> Exercise brief
Retype each record exactly.

== Material supplied ==

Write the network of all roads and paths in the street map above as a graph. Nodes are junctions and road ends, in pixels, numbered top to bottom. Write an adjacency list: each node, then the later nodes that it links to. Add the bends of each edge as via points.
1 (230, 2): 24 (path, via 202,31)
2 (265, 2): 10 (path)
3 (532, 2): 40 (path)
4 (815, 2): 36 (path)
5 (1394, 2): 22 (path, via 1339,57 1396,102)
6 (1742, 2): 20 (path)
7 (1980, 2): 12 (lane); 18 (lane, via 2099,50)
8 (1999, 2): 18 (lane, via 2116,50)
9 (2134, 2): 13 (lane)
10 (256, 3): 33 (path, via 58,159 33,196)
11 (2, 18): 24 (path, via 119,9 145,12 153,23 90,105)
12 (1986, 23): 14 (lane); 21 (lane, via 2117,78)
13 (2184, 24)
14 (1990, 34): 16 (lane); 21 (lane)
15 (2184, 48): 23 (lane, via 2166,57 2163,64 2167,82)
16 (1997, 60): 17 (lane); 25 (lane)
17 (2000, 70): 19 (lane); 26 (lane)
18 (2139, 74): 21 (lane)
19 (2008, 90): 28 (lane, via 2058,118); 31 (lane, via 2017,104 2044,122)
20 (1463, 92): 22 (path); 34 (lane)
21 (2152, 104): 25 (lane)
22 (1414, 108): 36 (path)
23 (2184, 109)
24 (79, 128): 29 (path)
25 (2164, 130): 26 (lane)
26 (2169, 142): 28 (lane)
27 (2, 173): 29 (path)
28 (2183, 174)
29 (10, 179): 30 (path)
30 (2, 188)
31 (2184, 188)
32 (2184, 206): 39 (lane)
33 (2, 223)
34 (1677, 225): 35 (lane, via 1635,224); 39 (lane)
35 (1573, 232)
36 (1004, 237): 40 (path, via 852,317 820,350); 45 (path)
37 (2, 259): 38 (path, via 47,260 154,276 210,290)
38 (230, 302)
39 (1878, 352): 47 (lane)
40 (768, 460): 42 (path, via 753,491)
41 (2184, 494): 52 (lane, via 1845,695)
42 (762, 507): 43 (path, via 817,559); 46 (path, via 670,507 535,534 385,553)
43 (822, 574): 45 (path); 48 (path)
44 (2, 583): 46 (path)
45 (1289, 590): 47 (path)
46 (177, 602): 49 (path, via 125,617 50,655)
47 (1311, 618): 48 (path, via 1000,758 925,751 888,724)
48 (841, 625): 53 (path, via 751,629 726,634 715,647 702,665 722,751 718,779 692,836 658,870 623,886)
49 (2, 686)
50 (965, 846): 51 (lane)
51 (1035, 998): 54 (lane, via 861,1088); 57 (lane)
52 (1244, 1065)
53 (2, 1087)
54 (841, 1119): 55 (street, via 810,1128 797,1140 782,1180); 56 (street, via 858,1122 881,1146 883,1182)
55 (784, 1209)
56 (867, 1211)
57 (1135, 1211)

===

> Answer box
Write the network of all roads and paths in the street map above as a graph. Nodes are junctions and road ends, in pixels, numbered top to bottom. Write an adjacency list: each node, then the later nodes that it links to. Add the bends of each edge as via points.
1 (230, 2): 24 (path, via 202,31)
2 (265, 2): 10 (path)
3 (532, 2): 40 (path)
4 (815, 2): 36 (path)
5 (1394, 2): 22 (path, via 1339,57 1396,102)
6 (1742, 2): 20 (path)
7 (1980, 2): 12 (lane); 18 (lane, via 2099,50)
8 (1999, 2): 18 (lane, via 2116,50)
9 (2134, 2): 13 (lane)
10 (256, 3): 33 (path, via 58,159 33,196)
11 (2, 18): 24 (path, via 119,9 145,12 153,23 90,105)
12 (1986, 23): 14 (lane); 21 (lane, via 2117,78)
13 (2184, 24)
14 (1990, 34): 16 (lane); 21 (lane)
15 (2184, 48): 23 (lane, via 2166,57 2163,64 2167,82)
16 (1997, 60): 17 (lane); 25 (lane)
17 (2000, 70): 19 (lane); 26 (lane)
18 (2139, 74): 21 (lane)
19 (2008, 90): 28 (lane, via 2058,118); 31 (lane, via 2017,104 2044,122)
20 (1463, 92): 22 (path); 34 (lane)
21 (2152, 104): 25 (lane)
22 (1414, 108): 36 (path)
23 (2184, 109)
24 (79, 128): 29 (path)
25 (2164, 130): 26 (lane)
26 (2169, 142): 28 (lane)
27 (2, 173): 29 (path)
28 (2183, 174)
29 (10, 179): 30 (path)
30 (2, 188)
31 (2184, 188)
32 (2184, 206): 39 (lane)
33 (2, 223)
34 (1677, 225): 35 (lane, via 1635,224); 39 (lane)
35 (1573, 232)
36 (1004, 237): 40 (path, via 852,317 820,350); 45 (path)
37 (2, 259): 38 (path, via 47,260 154,276 210,290)
38 (230, 302)
39 (1878, 352): 47 (lane)
40 (768, 460): 42 (path, via 753,491)
41 (2184, 494): 52 (lane, via 1845,695)
42 (762, 507): 43 (path, via 817,559); 46 (path, via 670,507 535,534 385,553)
43 (822, 574): 45 (path); 48 (path)
44 (2, 583): 46 (path)
45 (1289, 590): 47 (path)
46 (177, 602): 49 (path, via 125,617 50,655)
47 (1311, 618): 48 (path, via 1000,758 925,751 888,724)
48 (841, 625): 53 (path, via 751,629 726,634 715,647 702,665 722,751 718,779 692,836 658,870 623,886)
49 (2, 686)
50 (965, 846): 51 (lane)
51 (1035, 998): 54 (lane, via 861,1088); 57 (lane)
52 (1244, 1065)
53 (2, 1087)
54 (841, 1119): 55 (street, via 810,1128 797,1140 782,1180); 56 (street, via 858,1122 881,1146 883,1182)
55 (784, 1209)
56 (867, 1211)
57 (1135, 1211)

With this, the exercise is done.